Collected data entries
☆ ☆ ☆ ☆ ☆

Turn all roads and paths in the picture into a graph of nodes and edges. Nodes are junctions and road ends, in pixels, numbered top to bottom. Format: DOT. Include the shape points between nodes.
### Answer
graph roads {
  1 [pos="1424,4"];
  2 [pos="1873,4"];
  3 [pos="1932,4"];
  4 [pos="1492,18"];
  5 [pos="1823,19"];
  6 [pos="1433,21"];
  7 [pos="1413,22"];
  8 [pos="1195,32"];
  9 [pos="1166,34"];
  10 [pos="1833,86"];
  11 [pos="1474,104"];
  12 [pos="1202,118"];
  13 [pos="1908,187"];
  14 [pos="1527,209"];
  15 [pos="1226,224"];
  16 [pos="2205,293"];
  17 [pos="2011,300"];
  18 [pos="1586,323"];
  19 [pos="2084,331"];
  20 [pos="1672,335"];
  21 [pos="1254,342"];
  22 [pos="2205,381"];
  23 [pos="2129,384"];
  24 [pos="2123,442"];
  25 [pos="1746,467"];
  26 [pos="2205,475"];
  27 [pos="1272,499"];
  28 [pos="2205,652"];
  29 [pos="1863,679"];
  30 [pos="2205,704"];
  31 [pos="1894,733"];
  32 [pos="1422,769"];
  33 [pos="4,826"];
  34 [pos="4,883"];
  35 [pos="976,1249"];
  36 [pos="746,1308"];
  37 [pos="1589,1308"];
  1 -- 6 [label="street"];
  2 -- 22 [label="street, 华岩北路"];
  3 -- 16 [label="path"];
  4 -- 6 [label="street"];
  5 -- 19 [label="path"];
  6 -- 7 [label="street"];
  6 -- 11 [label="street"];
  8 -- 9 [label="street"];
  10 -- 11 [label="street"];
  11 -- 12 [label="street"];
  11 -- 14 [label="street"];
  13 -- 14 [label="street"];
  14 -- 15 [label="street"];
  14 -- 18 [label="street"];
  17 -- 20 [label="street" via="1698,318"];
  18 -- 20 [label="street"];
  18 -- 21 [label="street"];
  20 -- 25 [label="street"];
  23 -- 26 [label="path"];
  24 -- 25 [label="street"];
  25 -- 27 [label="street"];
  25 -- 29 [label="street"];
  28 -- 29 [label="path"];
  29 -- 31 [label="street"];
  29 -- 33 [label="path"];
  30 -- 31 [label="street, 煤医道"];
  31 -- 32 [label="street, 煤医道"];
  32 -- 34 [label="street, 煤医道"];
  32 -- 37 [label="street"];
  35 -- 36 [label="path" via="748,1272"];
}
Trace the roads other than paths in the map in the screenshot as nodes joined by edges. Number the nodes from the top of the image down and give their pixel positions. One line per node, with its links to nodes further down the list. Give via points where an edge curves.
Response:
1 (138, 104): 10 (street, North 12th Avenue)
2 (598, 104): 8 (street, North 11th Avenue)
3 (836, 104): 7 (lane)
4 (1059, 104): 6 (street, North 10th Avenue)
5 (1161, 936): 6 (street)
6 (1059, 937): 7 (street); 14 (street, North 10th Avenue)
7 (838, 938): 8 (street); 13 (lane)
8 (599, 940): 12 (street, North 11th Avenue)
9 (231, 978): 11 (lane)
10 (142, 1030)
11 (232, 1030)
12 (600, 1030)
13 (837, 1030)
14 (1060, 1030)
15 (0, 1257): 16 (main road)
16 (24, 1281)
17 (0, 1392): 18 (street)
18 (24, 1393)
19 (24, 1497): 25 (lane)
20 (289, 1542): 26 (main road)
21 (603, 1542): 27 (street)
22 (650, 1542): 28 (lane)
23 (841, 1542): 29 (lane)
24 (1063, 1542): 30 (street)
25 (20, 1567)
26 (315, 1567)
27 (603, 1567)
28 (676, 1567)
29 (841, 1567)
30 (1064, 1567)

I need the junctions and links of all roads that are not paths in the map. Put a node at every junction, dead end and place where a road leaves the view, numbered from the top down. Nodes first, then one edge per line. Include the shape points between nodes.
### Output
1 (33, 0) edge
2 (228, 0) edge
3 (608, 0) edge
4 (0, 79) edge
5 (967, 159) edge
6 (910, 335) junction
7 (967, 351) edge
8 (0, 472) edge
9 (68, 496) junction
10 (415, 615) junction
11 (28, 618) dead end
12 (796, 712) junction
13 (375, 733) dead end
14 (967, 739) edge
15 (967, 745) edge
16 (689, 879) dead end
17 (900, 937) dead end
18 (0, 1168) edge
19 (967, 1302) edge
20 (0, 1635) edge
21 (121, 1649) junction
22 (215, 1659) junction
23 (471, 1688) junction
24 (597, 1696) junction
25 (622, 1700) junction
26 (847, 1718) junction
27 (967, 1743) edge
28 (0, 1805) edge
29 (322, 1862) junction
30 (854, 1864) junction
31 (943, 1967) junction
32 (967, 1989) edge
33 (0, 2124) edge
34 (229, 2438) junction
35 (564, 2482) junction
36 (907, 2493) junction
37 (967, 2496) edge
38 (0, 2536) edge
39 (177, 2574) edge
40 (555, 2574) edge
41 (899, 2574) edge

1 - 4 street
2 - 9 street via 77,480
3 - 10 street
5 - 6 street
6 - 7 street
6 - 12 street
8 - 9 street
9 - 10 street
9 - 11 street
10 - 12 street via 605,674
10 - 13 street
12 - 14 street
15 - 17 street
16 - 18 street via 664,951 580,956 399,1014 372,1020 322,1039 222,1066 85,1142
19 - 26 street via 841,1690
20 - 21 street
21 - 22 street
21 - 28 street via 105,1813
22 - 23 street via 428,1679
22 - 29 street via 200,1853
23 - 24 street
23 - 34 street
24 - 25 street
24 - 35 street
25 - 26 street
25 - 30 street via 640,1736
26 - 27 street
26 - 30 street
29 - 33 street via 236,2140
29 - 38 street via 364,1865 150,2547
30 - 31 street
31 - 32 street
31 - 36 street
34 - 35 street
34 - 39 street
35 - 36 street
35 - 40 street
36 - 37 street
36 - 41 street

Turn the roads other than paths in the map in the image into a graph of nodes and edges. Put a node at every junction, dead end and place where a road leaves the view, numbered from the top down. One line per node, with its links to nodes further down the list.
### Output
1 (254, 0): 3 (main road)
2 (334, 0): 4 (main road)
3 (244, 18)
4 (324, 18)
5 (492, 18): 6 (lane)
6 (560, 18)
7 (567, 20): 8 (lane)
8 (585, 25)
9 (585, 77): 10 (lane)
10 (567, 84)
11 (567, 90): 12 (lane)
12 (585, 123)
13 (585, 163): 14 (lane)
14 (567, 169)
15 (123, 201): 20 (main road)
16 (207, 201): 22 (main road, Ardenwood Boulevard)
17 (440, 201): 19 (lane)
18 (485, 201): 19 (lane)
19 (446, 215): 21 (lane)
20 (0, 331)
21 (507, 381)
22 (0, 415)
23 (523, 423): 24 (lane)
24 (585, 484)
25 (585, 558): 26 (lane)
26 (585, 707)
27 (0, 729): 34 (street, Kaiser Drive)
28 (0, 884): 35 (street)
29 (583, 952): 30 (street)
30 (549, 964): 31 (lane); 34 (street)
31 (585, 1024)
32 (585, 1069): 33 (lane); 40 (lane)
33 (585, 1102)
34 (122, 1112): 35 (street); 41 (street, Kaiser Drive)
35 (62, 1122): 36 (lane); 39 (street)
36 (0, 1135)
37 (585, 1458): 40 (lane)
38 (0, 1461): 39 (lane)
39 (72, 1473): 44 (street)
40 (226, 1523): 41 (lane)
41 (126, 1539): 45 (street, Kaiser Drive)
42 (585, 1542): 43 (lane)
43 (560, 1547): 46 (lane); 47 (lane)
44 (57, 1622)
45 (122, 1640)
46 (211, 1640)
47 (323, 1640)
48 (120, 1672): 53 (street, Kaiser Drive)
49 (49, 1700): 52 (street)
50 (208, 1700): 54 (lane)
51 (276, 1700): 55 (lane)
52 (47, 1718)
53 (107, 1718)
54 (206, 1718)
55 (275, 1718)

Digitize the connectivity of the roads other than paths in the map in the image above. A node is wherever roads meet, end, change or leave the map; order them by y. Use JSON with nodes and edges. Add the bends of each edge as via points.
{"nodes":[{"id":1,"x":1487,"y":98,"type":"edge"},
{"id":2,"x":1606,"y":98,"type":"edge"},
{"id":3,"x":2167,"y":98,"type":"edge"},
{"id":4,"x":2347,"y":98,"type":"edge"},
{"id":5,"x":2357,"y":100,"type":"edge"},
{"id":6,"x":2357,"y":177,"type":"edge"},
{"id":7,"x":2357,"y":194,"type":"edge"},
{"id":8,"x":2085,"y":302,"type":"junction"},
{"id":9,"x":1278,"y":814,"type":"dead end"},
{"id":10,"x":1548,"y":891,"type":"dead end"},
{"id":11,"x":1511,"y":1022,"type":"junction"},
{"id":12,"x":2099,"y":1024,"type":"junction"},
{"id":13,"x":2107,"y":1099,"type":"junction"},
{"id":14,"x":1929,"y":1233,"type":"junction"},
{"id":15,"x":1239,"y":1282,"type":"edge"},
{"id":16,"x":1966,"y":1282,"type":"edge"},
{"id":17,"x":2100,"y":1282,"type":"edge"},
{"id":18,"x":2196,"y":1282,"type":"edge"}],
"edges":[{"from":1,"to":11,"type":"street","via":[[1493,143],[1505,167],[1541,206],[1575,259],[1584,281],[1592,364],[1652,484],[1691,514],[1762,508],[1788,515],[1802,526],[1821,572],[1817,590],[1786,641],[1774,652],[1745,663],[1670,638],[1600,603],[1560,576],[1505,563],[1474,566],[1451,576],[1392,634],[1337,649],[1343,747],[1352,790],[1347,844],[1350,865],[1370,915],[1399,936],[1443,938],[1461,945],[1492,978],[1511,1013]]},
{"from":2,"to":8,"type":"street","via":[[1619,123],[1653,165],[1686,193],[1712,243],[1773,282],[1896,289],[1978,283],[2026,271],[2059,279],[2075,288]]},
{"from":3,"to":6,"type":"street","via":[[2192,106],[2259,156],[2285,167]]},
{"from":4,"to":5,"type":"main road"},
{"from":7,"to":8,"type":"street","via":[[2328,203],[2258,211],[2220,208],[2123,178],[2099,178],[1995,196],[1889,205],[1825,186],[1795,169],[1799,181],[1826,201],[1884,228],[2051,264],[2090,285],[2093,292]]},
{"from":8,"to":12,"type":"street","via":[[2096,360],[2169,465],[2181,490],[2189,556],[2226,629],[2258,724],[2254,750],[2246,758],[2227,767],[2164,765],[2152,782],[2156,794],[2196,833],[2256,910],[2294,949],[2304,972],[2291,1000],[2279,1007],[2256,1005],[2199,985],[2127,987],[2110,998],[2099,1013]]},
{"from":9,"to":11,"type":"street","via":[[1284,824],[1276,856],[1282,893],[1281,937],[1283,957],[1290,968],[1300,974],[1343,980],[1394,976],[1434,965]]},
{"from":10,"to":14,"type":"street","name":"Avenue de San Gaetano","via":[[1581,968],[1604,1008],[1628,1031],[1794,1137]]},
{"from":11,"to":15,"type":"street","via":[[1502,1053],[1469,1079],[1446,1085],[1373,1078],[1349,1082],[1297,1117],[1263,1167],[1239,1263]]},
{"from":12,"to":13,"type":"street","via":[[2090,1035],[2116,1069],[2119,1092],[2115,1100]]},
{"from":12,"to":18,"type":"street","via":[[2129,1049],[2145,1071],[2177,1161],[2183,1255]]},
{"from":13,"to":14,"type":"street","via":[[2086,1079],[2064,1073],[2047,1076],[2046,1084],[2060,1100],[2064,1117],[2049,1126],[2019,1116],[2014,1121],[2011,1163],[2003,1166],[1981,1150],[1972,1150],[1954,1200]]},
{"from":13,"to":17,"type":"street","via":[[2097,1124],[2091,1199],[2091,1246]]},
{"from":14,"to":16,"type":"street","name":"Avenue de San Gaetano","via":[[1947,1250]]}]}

☆ ☆ ☆ ☆ ☆

YOUR GOAL: Could you restate word for word the lines above from the one containing "Trace the roads" through the one containing "I need the junctions", both included, and nothing else?

ANSWER:
Trace the roads other than paths in the map in the screenshot as nodes joined by edges. Number the nodes from the top of the image down and give their pixel positions. One line per node, with its links to nodes further down the list. Give via points where an edge curves.
Response:
1 (138, 104): 10 (street, North 12th Avenue)
2 (598, 104): 8 (street, North 11th Avenue)
3 (836, 104): 7 (lane)
4 (1059, 104): 6 (street, North 10th Avenue)
5 (1161, 936): 6 (street)
6 (1059, 937): 7 (street); 14 (street, North 10th Avenue)
7 (838, 938): 8 (street); 13 (lane)
8 (599, 940): 12 (street, North 11th Avenue)
9 (231, 978): 11 (lane)
10 (142, 1030)
11 (232, 1030)
12 (600, 1030)
13 (837, 1030)
14 (1060, 1030)
15 (0, 1257): 16 (main road)
16 (24, 1281)
17 (0, 1392): 18 (street)
18 (24, 1393)
19 (24, 1497): 25 (lane)
20 (289, 1542): 26 (main road)
21 (603, 1542): 27 (street)
22 (650, 1542): 28 (lane)
23 (841, 1542): 29 (lane)
24 (1063, 1542): 30 (street)
25 (20, 1567)
26 (315, 1567)
27 (603, 1567)
28 (676, 1567)
29 (841, 1567)
30 (1064, 1567)

I need the junctions and links of all roads that are not paths in the map. Put a node at every junction, dead end and place where a road leaves the view, numbered from the top down. Nodes first, then one edge per line. Include the shape points between nodes.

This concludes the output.